WORK INSTRUCTION: For this exercise, please reproduce the records below word for word, from the first line through the line with "g.lineCap = dash ? 'butt' : 'round';".

DATA RECORDS:
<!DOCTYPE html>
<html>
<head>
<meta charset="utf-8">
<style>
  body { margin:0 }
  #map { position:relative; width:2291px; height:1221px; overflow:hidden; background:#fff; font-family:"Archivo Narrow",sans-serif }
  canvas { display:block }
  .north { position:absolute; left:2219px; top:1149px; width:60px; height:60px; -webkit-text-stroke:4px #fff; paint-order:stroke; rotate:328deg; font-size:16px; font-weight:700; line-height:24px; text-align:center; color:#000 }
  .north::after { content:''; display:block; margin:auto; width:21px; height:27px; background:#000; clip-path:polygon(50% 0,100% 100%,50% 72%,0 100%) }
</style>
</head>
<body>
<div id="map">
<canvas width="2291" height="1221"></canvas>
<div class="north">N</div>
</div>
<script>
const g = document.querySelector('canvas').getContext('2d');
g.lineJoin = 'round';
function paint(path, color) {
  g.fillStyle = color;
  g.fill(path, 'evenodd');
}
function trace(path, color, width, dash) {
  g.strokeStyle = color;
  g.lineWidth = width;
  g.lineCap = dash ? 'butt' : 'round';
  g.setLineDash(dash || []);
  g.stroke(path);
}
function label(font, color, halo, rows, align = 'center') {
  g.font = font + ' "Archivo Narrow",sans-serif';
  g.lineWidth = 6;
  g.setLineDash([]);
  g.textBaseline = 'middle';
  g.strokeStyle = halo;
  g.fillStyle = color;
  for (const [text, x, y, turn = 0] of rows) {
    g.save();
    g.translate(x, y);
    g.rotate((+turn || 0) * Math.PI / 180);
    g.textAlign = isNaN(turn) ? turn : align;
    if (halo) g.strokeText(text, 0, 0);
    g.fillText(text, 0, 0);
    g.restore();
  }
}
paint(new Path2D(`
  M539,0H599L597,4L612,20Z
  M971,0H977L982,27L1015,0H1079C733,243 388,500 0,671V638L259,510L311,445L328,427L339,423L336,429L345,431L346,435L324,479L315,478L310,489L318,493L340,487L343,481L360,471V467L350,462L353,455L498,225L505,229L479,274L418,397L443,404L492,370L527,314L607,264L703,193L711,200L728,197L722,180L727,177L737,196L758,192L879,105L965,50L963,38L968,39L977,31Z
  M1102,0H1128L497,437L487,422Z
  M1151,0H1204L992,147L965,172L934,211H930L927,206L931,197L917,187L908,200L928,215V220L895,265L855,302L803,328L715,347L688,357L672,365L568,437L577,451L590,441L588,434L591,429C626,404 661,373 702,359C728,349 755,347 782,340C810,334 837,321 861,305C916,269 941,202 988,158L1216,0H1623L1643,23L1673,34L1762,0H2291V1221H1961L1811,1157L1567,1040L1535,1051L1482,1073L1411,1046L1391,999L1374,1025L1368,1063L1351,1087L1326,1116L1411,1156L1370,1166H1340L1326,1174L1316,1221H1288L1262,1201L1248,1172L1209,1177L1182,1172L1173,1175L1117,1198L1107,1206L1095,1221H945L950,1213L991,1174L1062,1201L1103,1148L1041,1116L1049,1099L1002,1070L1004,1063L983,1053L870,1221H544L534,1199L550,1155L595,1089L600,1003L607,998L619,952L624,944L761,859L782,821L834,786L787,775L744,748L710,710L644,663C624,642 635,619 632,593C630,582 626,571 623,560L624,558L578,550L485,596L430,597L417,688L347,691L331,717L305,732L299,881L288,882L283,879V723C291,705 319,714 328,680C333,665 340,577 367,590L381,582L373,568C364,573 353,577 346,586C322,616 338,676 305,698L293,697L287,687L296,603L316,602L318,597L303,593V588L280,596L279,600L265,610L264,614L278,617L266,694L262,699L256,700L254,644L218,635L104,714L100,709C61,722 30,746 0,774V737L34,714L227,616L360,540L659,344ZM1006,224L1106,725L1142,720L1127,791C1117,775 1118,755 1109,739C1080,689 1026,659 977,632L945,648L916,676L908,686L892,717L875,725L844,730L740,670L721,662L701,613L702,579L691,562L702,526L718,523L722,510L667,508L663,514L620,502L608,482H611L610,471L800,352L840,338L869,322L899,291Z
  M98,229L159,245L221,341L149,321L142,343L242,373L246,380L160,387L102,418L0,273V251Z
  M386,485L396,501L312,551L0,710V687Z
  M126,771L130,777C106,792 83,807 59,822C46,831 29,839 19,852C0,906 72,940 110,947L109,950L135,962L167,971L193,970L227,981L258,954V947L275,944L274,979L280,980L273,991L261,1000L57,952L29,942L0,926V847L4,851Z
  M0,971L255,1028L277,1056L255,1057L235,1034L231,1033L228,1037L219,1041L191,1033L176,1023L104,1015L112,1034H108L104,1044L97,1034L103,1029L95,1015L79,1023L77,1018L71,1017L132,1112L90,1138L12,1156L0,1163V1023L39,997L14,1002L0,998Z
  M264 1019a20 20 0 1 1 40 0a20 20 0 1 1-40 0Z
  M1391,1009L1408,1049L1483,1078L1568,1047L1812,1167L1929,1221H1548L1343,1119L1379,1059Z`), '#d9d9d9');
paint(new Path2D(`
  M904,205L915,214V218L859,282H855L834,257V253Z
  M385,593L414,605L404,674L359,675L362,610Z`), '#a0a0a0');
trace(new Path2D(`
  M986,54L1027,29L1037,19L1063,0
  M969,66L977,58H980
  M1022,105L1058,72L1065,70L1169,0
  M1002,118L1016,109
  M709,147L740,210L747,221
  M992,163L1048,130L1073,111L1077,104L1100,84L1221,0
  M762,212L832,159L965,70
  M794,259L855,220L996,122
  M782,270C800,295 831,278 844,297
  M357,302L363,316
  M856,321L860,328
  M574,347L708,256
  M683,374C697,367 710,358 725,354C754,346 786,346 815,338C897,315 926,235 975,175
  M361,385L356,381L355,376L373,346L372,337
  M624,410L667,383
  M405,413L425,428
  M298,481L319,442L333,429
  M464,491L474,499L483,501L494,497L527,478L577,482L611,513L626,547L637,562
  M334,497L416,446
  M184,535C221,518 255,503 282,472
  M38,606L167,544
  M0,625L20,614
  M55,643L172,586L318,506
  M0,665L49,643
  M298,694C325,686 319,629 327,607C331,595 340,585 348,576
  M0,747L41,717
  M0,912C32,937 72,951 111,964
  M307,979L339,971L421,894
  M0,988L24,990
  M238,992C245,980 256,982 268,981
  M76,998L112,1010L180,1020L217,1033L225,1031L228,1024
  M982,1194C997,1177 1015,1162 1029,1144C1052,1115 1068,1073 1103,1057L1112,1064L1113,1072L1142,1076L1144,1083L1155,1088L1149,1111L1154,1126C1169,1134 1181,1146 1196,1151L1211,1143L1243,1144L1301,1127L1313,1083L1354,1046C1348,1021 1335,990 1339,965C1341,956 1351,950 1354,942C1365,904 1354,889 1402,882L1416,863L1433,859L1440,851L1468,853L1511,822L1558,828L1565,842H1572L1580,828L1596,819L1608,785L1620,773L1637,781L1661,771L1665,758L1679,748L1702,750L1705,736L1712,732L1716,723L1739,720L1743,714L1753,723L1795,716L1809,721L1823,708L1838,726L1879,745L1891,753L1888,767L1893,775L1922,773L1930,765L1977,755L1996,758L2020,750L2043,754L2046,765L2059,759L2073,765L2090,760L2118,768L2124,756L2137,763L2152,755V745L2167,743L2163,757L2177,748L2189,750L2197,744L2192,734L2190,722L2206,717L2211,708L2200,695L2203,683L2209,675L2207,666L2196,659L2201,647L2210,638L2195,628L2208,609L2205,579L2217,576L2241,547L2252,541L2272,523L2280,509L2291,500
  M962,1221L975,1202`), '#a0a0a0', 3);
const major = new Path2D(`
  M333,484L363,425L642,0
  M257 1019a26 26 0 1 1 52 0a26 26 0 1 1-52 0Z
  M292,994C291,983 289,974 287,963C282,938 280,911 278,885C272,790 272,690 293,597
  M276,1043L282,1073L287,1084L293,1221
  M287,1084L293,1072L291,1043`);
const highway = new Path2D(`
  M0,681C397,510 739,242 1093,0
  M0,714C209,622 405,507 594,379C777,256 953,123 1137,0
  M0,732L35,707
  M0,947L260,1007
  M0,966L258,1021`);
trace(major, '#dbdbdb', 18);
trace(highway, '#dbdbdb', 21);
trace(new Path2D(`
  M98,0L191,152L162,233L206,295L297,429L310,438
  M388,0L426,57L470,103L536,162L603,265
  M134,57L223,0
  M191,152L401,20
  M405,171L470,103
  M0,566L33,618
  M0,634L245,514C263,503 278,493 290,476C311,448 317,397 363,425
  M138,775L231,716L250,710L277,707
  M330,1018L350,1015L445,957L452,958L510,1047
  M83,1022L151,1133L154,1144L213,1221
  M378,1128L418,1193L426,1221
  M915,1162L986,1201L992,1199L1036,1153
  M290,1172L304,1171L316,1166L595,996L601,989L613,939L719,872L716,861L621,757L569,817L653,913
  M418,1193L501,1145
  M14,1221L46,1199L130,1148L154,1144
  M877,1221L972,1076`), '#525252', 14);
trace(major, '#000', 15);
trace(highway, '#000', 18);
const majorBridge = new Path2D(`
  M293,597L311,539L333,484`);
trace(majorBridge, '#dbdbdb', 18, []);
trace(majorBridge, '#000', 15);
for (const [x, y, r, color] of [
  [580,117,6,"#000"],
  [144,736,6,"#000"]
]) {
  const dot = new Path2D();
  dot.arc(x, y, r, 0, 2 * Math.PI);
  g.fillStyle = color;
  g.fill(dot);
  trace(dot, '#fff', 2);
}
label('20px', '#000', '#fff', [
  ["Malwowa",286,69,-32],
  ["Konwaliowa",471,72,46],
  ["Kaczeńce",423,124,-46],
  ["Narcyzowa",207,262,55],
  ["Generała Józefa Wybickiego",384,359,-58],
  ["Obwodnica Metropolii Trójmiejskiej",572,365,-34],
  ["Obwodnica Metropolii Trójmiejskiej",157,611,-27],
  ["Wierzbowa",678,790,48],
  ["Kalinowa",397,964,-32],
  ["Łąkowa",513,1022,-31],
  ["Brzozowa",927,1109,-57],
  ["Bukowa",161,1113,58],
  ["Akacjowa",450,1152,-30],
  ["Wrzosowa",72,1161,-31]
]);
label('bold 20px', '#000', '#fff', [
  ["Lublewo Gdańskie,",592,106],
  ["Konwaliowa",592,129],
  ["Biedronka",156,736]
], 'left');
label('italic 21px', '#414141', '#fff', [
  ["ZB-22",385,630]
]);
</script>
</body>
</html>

SOLUTION TO THE PROBLEM:
<!DOCTYPE html>
<html>
<head>
<meta charset="utf-8">
<style>
  body { margin:0 }
  #map { position:relative; width:2291px; height:1221px; overflow:hidden; background:#fff; font-family:"Archivo Narrow",sans-serif }
  canvas { display:block }
  .north { position:absolute; left:2219px; top:1149px; width:60px; height:60px; -webkit-text-stroke:4px #fff; paint-order:stroke; rotate:328deg; font-size:16px; font-weight:700; line-height:24px; text-align:center; color:#000 }
  .north::after { content:''; display:block; margin:auto; width:21px; height:27px; background:#000; clip-path:polygon(50% 0,100% 100%,50% 72%,0 100%) }
</style>
</head>
<body>
<div id="map">
<canvas width="2291" height="1221"></canvas>
<div class="north">N</div>
</div>
<script>
const g = document.querySelector('canvas').getContext('2d');
g.lineJoin = 'round';
function paint(path, color) {
  g.fillStyle = color;
  g.fill(path, 'evenodd');
}
function trace(path, color, width, dash) {
  g.strokeStyle = color;
  g.lineWidth = width;
  g.lineCap = dash ? 'butt' : 'round';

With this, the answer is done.